Work task: Up to and including the line containing "I need the junctions", please reproduce the lines of the listing below, starting from the top.

Given information:
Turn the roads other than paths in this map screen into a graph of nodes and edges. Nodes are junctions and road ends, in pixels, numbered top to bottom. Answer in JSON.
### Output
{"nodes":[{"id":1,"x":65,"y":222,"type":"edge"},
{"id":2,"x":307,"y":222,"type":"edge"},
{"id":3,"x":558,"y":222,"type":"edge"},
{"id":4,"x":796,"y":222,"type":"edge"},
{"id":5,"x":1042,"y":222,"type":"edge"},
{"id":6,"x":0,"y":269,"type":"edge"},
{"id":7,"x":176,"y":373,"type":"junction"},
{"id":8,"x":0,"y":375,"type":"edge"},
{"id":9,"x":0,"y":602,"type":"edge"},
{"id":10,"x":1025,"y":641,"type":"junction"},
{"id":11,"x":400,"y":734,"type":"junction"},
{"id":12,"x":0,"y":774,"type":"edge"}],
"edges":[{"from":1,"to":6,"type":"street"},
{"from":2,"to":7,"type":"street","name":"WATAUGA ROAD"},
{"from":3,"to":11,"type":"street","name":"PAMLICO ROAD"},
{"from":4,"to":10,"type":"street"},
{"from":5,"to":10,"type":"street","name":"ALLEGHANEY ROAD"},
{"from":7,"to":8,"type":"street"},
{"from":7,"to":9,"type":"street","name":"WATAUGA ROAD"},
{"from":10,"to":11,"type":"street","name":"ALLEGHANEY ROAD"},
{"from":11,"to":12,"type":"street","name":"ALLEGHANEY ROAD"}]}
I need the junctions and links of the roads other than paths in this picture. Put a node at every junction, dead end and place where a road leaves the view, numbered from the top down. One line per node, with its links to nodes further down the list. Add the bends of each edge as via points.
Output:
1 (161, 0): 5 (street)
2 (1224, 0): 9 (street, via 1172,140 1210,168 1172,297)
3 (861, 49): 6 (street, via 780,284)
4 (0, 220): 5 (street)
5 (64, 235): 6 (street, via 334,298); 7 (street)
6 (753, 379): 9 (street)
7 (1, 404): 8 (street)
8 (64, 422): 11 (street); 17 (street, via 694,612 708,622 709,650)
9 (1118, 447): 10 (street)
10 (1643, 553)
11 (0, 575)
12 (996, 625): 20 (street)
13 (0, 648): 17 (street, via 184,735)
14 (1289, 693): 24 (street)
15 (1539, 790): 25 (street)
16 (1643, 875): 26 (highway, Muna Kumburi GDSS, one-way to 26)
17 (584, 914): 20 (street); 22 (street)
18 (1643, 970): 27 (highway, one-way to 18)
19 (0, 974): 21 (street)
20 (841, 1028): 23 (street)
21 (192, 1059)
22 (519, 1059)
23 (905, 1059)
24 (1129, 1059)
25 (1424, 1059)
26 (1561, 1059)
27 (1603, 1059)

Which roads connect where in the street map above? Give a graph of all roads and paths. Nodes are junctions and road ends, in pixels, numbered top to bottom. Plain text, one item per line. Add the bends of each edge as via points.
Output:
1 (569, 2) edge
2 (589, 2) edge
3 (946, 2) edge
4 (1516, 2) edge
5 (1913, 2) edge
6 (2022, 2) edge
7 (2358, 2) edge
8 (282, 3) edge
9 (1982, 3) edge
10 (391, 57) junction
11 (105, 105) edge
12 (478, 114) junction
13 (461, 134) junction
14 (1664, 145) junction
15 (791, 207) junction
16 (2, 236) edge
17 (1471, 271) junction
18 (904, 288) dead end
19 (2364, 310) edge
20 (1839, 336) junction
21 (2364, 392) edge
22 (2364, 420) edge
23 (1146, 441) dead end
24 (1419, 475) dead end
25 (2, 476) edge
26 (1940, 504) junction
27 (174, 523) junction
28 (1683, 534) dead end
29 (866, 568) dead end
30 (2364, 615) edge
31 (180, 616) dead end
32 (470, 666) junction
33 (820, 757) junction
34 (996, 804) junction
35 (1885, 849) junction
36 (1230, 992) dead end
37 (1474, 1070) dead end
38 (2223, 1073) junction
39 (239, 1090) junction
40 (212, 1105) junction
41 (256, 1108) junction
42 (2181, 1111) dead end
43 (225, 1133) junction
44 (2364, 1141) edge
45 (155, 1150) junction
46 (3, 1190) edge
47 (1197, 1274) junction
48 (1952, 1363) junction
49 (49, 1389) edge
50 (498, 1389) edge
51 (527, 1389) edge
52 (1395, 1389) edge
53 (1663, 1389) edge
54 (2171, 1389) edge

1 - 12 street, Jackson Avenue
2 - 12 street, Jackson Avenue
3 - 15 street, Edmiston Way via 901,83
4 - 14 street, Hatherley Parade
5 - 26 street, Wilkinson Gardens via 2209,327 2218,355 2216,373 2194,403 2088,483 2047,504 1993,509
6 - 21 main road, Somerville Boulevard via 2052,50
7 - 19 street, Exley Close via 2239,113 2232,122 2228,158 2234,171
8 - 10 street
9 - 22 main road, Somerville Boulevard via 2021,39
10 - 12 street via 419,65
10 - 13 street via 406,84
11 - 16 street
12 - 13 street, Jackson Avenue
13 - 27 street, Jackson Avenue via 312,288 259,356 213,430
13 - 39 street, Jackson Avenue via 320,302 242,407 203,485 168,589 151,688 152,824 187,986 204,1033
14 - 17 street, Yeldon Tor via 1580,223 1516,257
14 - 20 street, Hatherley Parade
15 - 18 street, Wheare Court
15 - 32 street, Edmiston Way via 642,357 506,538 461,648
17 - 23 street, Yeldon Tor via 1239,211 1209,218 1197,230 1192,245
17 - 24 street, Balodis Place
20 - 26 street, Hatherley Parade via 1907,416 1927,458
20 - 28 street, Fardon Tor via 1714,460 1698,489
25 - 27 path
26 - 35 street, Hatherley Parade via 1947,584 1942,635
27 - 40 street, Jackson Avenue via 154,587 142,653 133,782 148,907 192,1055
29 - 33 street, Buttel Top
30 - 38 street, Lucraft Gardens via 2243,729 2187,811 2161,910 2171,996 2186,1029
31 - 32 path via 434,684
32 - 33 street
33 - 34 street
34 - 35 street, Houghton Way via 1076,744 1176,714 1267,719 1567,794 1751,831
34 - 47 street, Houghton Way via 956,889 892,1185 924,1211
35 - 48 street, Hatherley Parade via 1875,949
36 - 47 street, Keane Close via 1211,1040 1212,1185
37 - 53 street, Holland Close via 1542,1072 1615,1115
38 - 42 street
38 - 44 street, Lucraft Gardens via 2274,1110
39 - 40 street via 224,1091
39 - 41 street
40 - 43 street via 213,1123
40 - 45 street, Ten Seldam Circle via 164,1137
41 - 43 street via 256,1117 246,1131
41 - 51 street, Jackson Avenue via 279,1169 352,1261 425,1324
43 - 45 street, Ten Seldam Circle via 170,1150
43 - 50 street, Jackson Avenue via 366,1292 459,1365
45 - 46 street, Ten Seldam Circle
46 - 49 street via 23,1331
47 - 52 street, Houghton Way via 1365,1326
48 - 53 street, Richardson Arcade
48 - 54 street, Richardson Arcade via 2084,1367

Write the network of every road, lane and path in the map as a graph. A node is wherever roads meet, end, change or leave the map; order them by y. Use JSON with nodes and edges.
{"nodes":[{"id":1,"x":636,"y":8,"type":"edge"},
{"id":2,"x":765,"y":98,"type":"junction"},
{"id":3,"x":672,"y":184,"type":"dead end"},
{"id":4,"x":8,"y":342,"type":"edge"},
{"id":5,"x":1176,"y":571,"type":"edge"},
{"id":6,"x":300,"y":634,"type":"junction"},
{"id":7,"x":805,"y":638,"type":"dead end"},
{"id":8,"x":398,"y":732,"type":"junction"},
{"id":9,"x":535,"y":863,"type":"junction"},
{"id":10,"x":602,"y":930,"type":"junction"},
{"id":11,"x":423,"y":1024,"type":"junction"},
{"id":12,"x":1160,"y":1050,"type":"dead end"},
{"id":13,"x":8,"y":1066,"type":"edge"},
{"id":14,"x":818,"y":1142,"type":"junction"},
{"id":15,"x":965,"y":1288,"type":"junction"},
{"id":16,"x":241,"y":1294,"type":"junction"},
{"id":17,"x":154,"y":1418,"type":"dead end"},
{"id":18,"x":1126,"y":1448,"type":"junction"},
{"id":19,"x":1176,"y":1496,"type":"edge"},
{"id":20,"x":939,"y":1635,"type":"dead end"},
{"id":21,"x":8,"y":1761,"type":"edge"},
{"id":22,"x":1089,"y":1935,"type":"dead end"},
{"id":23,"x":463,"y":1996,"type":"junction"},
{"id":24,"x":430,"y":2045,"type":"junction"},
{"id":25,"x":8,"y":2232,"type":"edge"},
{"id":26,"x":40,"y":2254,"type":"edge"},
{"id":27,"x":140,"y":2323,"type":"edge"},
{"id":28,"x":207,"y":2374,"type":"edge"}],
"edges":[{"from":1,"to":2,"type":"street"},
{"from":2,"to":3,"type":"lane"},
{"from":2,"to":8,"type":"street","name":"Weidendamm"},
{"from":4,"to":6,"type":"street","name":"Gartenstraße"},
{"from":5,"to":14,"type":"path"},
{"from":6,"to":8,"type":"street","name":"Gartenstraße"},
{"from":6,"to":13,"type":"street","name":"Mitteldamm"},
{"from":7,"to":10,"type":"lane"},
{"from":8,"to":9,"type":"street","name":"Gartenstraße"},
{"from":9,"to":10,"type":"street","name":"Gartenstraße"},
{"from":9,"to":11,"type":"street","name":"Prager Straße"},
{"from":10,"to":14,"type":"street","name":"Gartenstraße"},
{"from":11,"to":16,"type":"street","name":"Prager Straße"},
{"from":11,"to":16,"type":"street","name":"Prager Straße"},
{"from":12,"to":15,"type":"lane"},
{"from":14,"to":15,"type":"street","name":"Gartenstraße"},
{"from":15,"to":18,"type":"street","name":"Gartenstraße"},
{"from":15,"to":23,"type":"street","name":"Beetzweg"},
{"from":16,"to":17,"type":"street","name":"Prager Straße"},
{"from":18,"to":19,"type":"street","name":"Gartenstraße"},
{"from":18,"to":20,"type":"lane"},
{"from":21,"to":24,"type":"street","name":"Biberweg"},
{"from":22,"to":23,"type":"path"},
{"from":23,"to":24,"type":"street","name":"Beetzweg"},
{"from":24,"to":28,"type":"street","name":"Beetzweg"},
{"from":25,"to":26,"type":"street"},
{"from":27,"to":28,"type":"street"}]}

Response box:
Turn the roads other than paths in this map screen into a graph of nodes and edges. Nodes are junctions and road ends, in pixels, numbered top to bottom. Answer in JSON.
### Output
{"nodes":[{"id":1,"x":65,"y":222,"type":"edge"},
{"id":2,"x":307,"y":222,"type":"edge"},
{"id":3,"x":558,"y":222,"type":"edge"},
{"id":4,"x":796,"y":222,"type":"edge"},
{"id":5,"x":1042,"y":222,"type":"edge"},
{"id":6,"x":0,"y":269,"type":"edge"},
{"id":7,"x":176,"y":373,"type":"junction"},
{"id":8,"x":0,"y":375,"type":"edge"},
{"id":9,"x":0,"y":602,"type":"edge"},
{"id":10,"x":1025,"y":641,"type":"junction"},
{"id":11,"x":400,"y":734,"type":"junction"},
{"id":12,"x":0,"y":774,"type":"edge"}],
"edges":[{"from":1,"to":6,"type":"street"},
{"from":2,"to":7,"type":"street","name":"WATAUGA ROAD"},
{"from":3,"to":11,"type":"street","name":"PAMLICO ROAD"},
{"from":4,"to":10,"type":"street"},
{"from":5,"to":10,"type":"street","name":"ALLEGHANEY ROAD"},
{"from":7,"to":8,"type":"street"},
{"from":7,"to":9,"type":"street","name":"WATAUGA ROAD"},
{"from":10,"to":11,"type":"street","name":"ALLEGHANEY ROAD"},
{"from":11,"to":12,"type":"street","name":"ALLEGHANEY ROAD"}]}
I need the junctions and links of the roads other than paths in this picture. Put a node at every junction, dead end and place where a road leaves the view, numbered from the top down. One line per node, with its links to nodes further down the list. Add the bends of each edge as via points.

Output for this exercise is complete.